Key Clinical Summary: 

  • Design/Context: PrefCoRe assessed preferences among over 1,000 participants regarding treatment strategies after clinical complete response in locally advanced rectal cancer.
  • Key Outcomes: Survival and quality of life were the most influential factors in decision-making, while the choice between watch-and-wait and surgery alone was not the dominant determinant.
  • Clinical Relevance: These findings emphasize the need for individualized, shared decision-making in rectal cancer, incorporating multiple patient-centered factors beyond treatment modality alone.

Andrew Renehan, MD, PhD, The Christie NHS Foundation Trust, Manchester, United Kingdom, discusses findings from the PrefCoRe study evaluating patient preferences for watch-and-wait versus surgery after clinical complete response in locally advanced rectal cancer.

Results demonstrated that survival and quality of life are the primary drivers of decision-making, underscoring the complexity of treatment preferences.

Transcript: 

Good afternoon, my name is Professor Andrew Renehan from the University of Manchester in the United Kingdom. This is a collaborative piece of work that was published very recently in the European Journal of Cancer in the area of locally advanced rectal cancer. The title was “quantifying preferences for watch and wait compared with surgery after clinical complete response in locally advanced rectal cancer.”

Specifically, the methodology here may not be that familiar to everybody. It was a discrete choice experiment, and the acronym for the project was PrefCoRe. This was a collaborative piece of work with my decision-making colleagues in the division of health economics at the University of Manchester and also a collaborator, another health economist, from the University of Washington in Seattle.

Rectal cancer treatment has really changed a lot in the last 5 to 7 years where there are a whole variety of different options in the nonmetastatic setting from early stage to more advanced stage.
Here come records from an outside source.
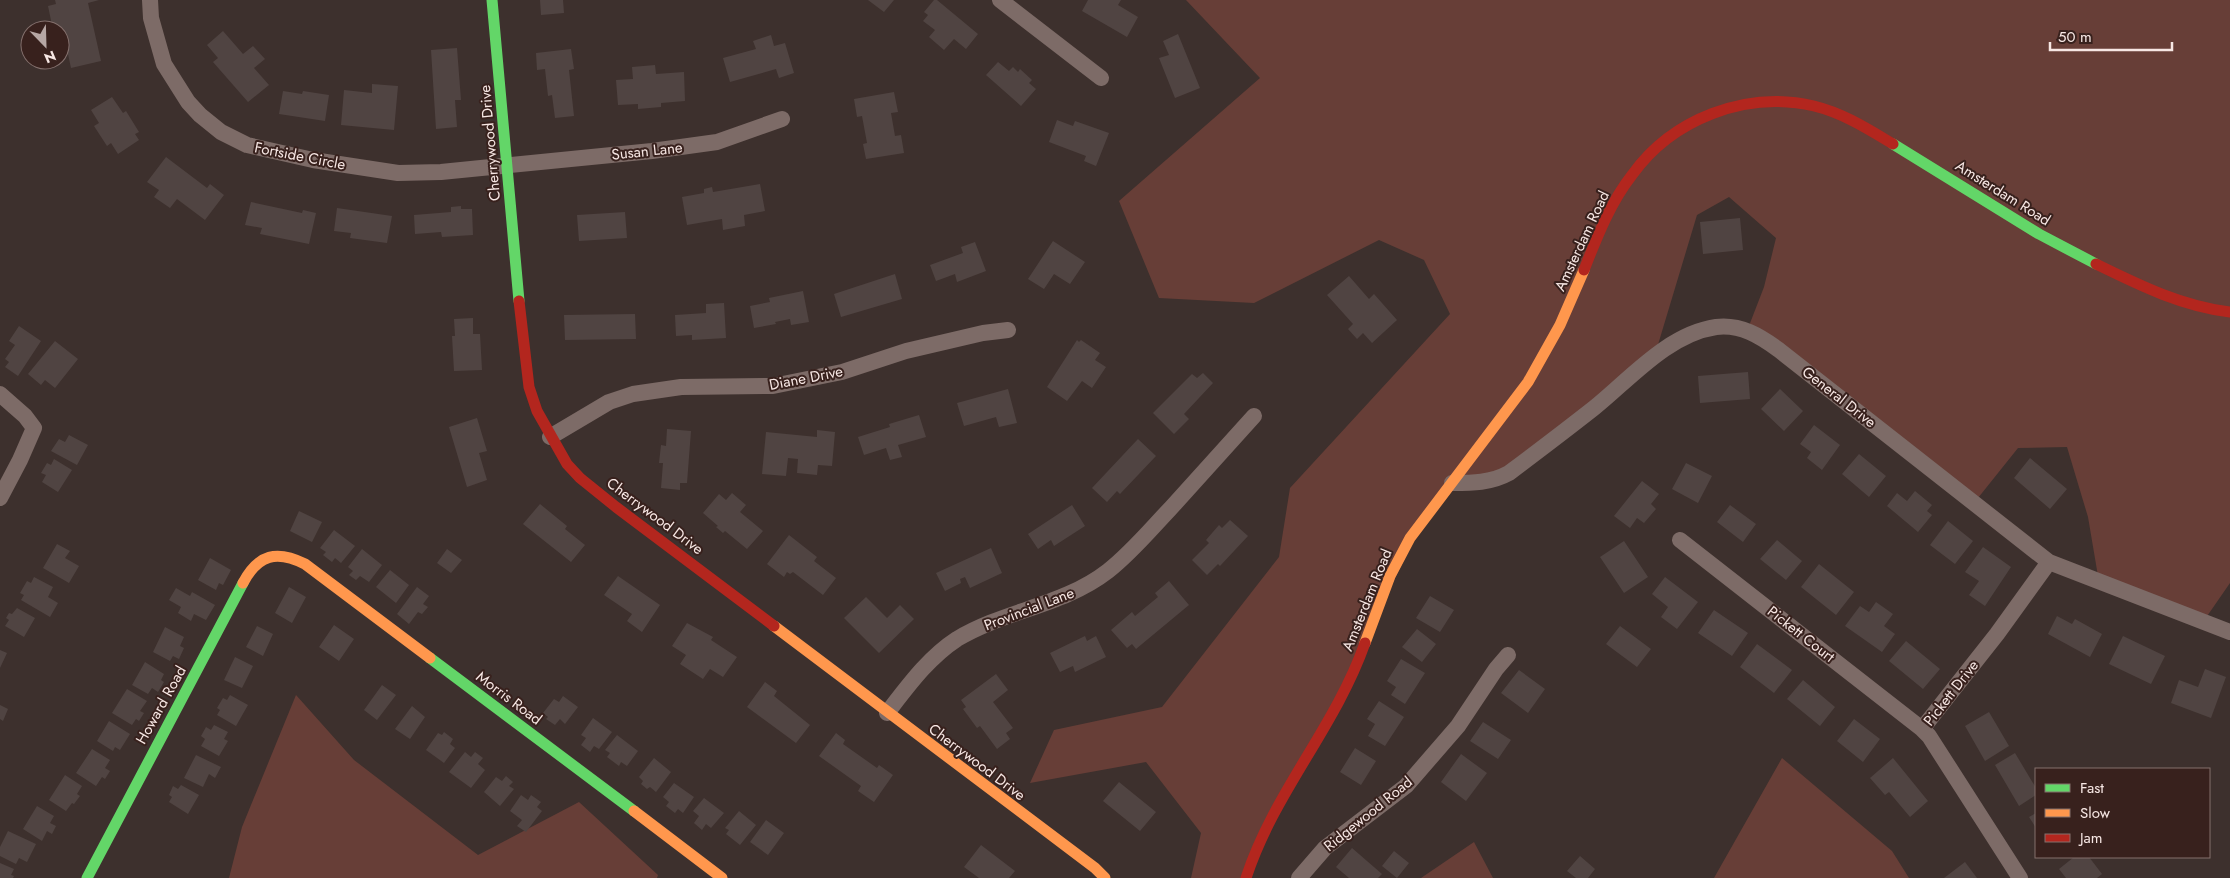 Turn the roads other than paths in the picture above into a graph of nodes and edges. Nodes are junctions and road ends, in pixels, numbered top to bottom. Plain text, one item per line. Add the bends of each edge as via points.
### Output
1 (150, 0) edge
2 (492, 0) edge
3 (1000, 0) edge
4 (1101, 78) dead end
5 (782, 119) dead end
6 (507, 164) junction
7 (2230, 312) edge
8 (1008, 330) dead end
9 (0, 394) edge
10 (1254, 416) dead end
11 (550, 437) junction
12 (1452, 483) junction
13 (0, 498) edge
14 (1680, 540) dead end
15 (271, 555) joint
16 (2049, 562) junction
17 (2230, 632) edge
18 (1508, 655) dead end
19 (887, 713) junction
20 (1922, 729) junction
21 (87, 878) edge
22 (722, 878) edge
23 (1105, 878) edge
24 (1246, 878) edge
25 (1299, 878) edge
26 (2020, 878) edge

1 - 6 street, Fortside Circle via 151,18 164,64 179,89 200,115 221,132 247,145 313,160 398,173
2 - 6 street, Cherrywood Drive
3 - 4 street
5 - 6 street, Susan Lane via 717,142
6 - 11 street, Cherrywood Drive via 530,387
7 - 12 street, Amsterdam Road via 2186,303 2061,247 1848,118 1812,106 1785,102 1744,105 1676,131 1641,161 1600,231 1573,297 1528,382
8 - 11 street, Diane Drive via 906,351 842,372 773,386 681,387 633,394 609,402
9 - 13 street via 34,428
10 - 19 street, Provincial Lane via 1143,538 1108,570 1058,600 959,638 929,662
11 - 19 street, Cherrywood Drive via 567,464 609,502
12 - 16 street, General Drive via 1478,483 1509,474 1682,338 1707,329 1732,327 1759,336 1779,350
12 - 24 street, Amsterdam Road via 1398,559 1344,696 1277,805 1254,852
14 - 20 street, Pickett Court
15 - 21 street, Howard Road via 248,573
15 - 22 street, Morris Road via 291,556 305,564
16 - 17 street, General Drive
16 - 20 street, Pickett Drive
18 - 25 street, Ridgewood Road via 1458,726 1406,786 1325,848
19 - 23 street, Cherrywood Drive
20 - 26 street, Pickett Drive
Specifically, the drive among many trials in the last 5 or so years has been towards organ preservation– this is where we can avoid major surgery, which is the backbone of treatment of rectal cancer, which is associated with a lot of morbidity and also the probability of having a permanent stoma in anything from 30 to 40 percent of cases. 
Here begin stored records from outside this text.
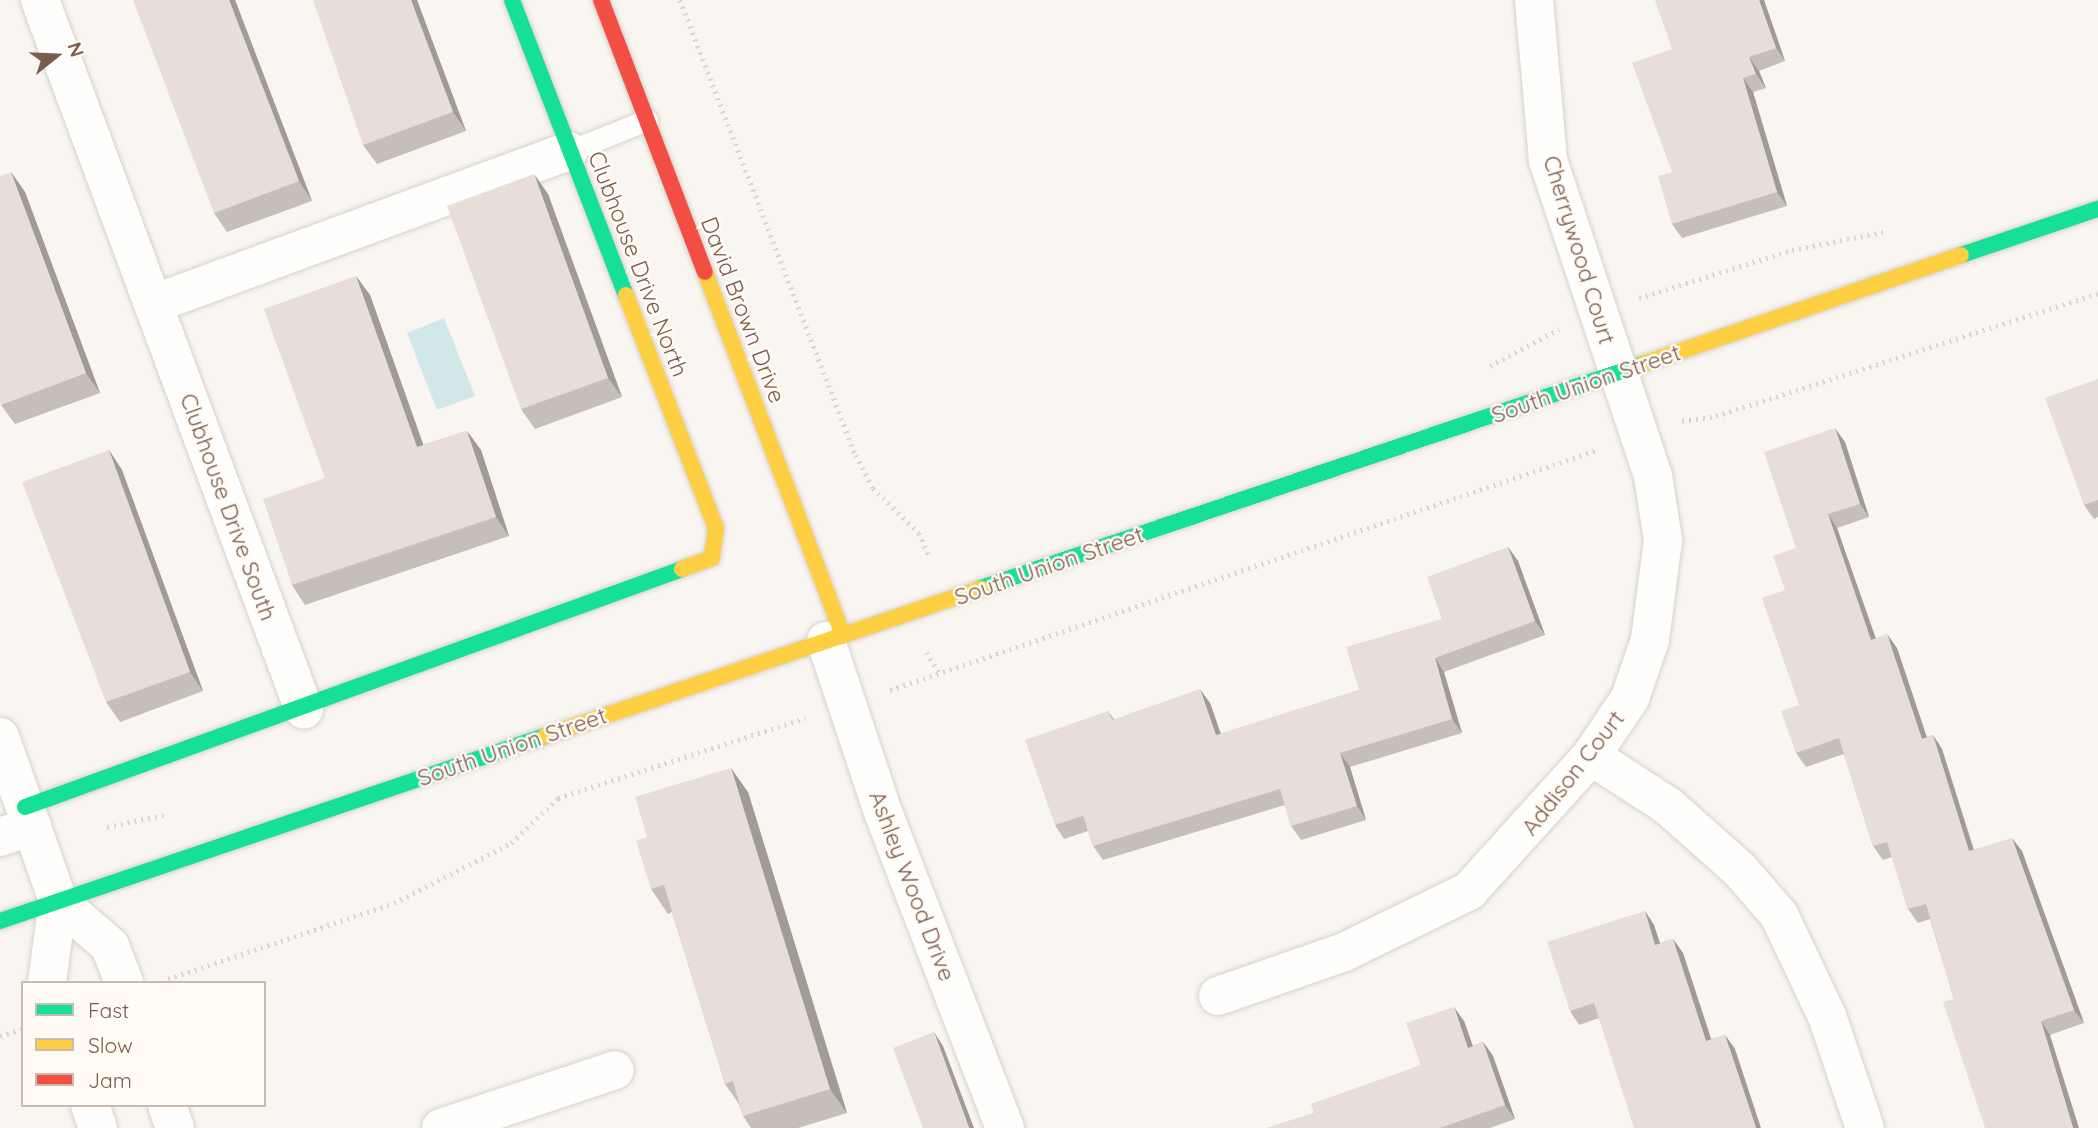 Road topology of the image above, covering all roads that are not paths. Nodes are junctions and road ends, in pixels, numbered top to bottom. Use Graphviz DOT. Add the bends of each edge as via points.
graph roads {
  1 [pos="40,0"];
  2 [pos="512,0"];
  3 [pos="601,0"];
  4 [pos="1534,0"];
  5 [pos="646,120"];
  6 [pos="569,150"];
  7 [pos="2098,209"];
  8 [pos="153,304"];
  9 [pos="1618,373"];
  10 [pos="835,639"];
  11 [pos="304,710"];
  12 [pos="0,737"];
  13 [pos="1591,756"];
  14 [pos="19,823"];
  15 [pos="58,901"];
  16 [pos="0,921"];
  17 [pos="47,981"];
  18 [pos="123,981"];
  19 [pos="1218,996"];
  20 [pos="615,1070"];
  21 [pos="91,1107"];
  22 [pos="168,1107"];
  23 [pos="98,1128"];
  24 [pos="175,1128"];
  25 [pos="441,1128"];
  26 [pos="1005,1128"];
  27 [pos="1865,1128"];
  1 -- 8 [label="street, Clubhouse Drive South"];
  2 -- 6 [label="street, Clubhouse Drive North"];
  3 -- 5 [label="street, David Brown Drive"];
  4 -- 9 [label="street, Cherrywood Court" via="1548,160"];
  5 -- 6 [label="lane"];
  5 -- 10 [label="street, David Brown Drive"];
  6 -- 8 [label="street"];
  6 -- 11 [label="street, Clubhouse Drive North" via="716,528 716,544 700,567"];
  7 -- 9 [label="street, South Union Street"];
  8 -- 11 [label="street, Clubhouse Drive South"];
  9 -- 10 [label="street, South Union Street"];
  9 -- 13 [label="street, Addison Court" via="1640,435 1663,540 1660,592 1630,698"];
  10 -- 15 [label="street, South Union Street"];
  10 -- 26 [label="street, Ashley Wood Drive" via="848,705"];
  11 -- 14 [label="street"];
  12 -- 14 [label="street"];
  13 -- 19 [label="street, Addison Court" via="1469,891 1356,948"];
  13 -- 27 [label="street" via="1668,807 1740,870 1779,915 1828,1016"];
  14 -- 15 [label="street"];
  15 -- 16 [label="street, South Union Street"];
  15 -- 17 [label="street"];
  15 -- 18 [label="street" via="110,946"];
  20 -- 25 [label="street"];
  21 -- 23 [label="street"];
  22 -- 24 [label="street"];
}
There are a variety of different mechanisms now of achieving organ preservation, or what is also called clinical complete response. These can be achieved through conventional chemoradiotherapy, which is often called long-course, through to more recent developments such as total neoadjuvant therapy (TNT). Very recently, we’ve had exciting news in the area of immunotherapy and also contact brachytherapy in the form of Papillon treatment. When a clinical complete response is achieved, we follow our patients quite intensively with a surveillance program called watch-and-wait, because we know that between 25 and 35 percent of patients may go on to have a regrowth within the lumen of the rectum, called a local regrowth, and they may require salvage surgery. 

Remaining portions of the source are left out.